**Task details**. Should any entry hold a picture, omit that picture and copy the rest of the entry exactly.

**Provided material**.
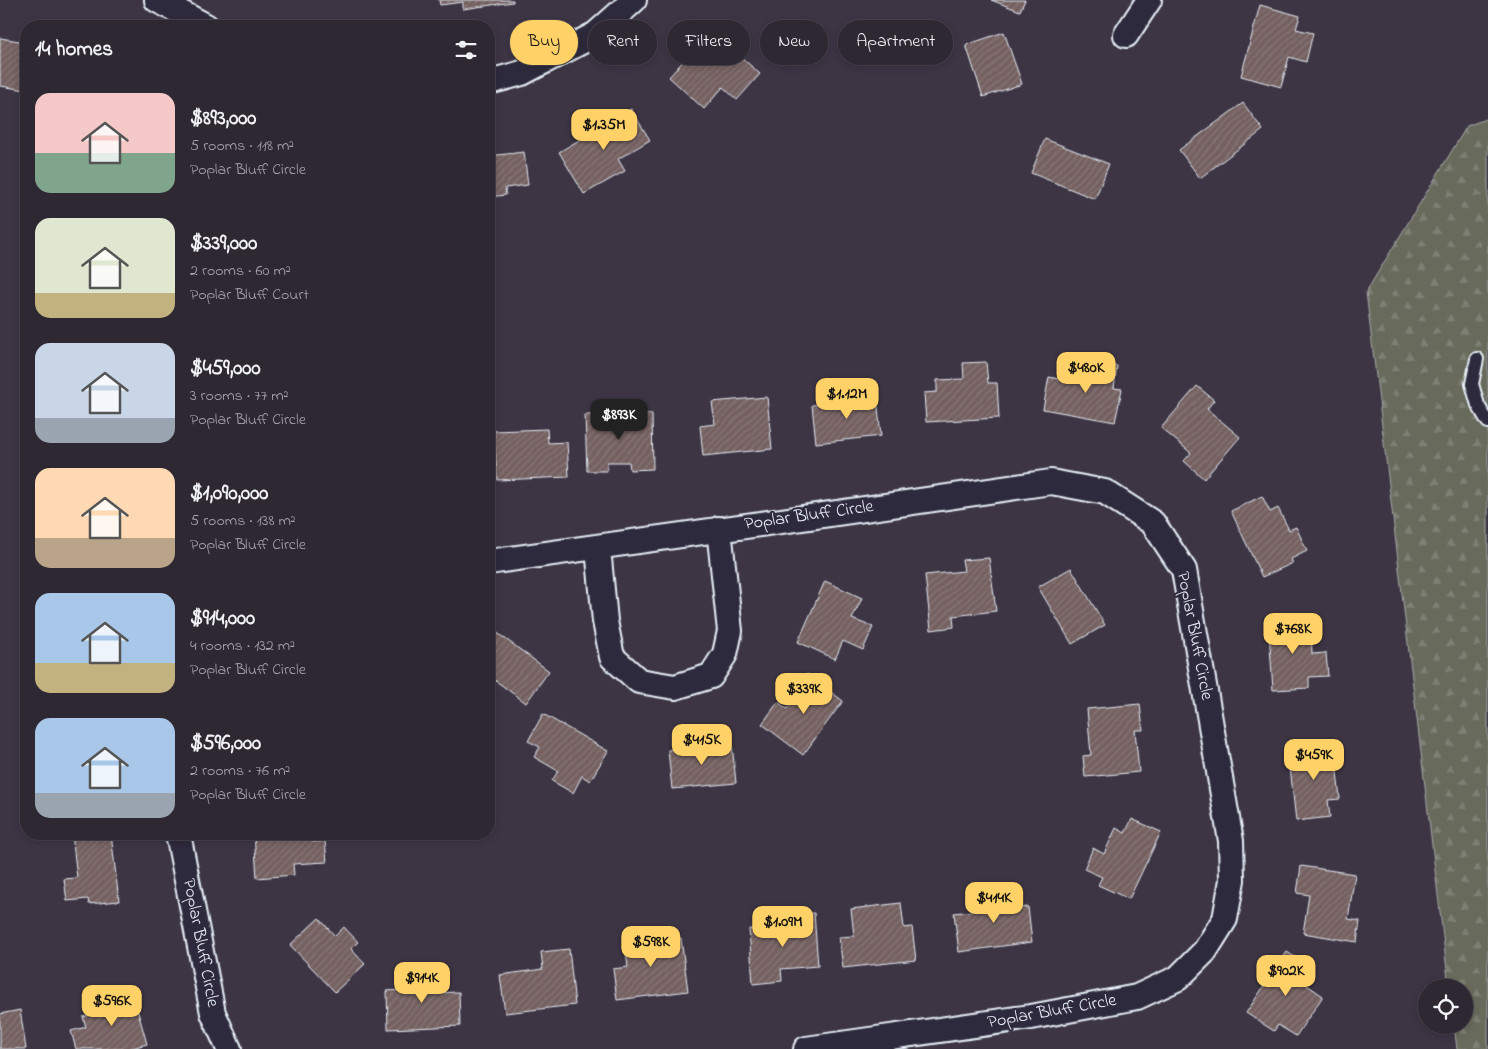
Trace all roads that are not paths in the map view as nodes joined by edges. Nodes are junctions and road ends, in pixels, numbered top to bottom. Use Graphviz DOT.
graph roads {
  1 [pos="159,0"];
  2 [pos="634,0"];
  3 [pos="1149,0"];
  4 [pos="195,20"];
  5 [pos="1126,35"];
  6 [pos="495,80"];
  7 [pos="1477,359"];
  8 [pos="1488,422"];
  9 [pos="719,529"];
  10 [pos="598,548"];
  11 [pos="495,561"];
  12 [pos="179,840"];
  13 [pos="229,1049"];
  14 [pos="806,1049"];
  1 -- 4 [label="street"];
  2 -- 6 [label="street"];
  3 -- 5 [label="street"];
  7 -- 8 [label="lane"];
  9 -- 10 [label="street, Poplar Bluff Circle"];
  9 -- 10 [label="street"];
  9 -- 14 [label="street, Poplar Bluff Circle"];
  10 -- 11 [label="street, Poplar Bluff Circle"];
  12 -- 13 [label="street, Poplar Bluff Circle"];
}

**Answer to the problem**.
Trace all roads that are not paths in the map view as nodes joined by edges. Nodes are junctions and road ends, in pixels, numbered top to bottom. Use Graphviz DOT.
graph roads {
  1 [pos="159,0"];
  2 [pos="634,0"];
  3 [pos="1149,0"];
  4 [pos="195,20"];
  5 [pos="1126,35"];
  6 [pos="495,80"];
  7 [pos="1477,359"];
  8 [pos="1488,422"];
  9 [pos="719,529"];
  10 [pos="598,548"];
  11 [pos="495,561"];
  12 [pos="179,840"];
  13 [pos="229,1049"];
  14 [pos="806,1049"];
  1 -- 4 [label="street"];
  2 -- 6 [label="street"];
  3 -- 5 [label="street"];
  7 -- 8 [label="lane"];
  9 -- 10 [label="street, Poplar Bluff Circle"];
  9 -- 10 [label="street"];
  9 -- 14 [label="street, Poplar Bluff Circle"];
  10 -- 11 [label="street, Poplar Bluff Circle"];
  12 -- 13 [label="street, Poplar Bluff Circle"];
}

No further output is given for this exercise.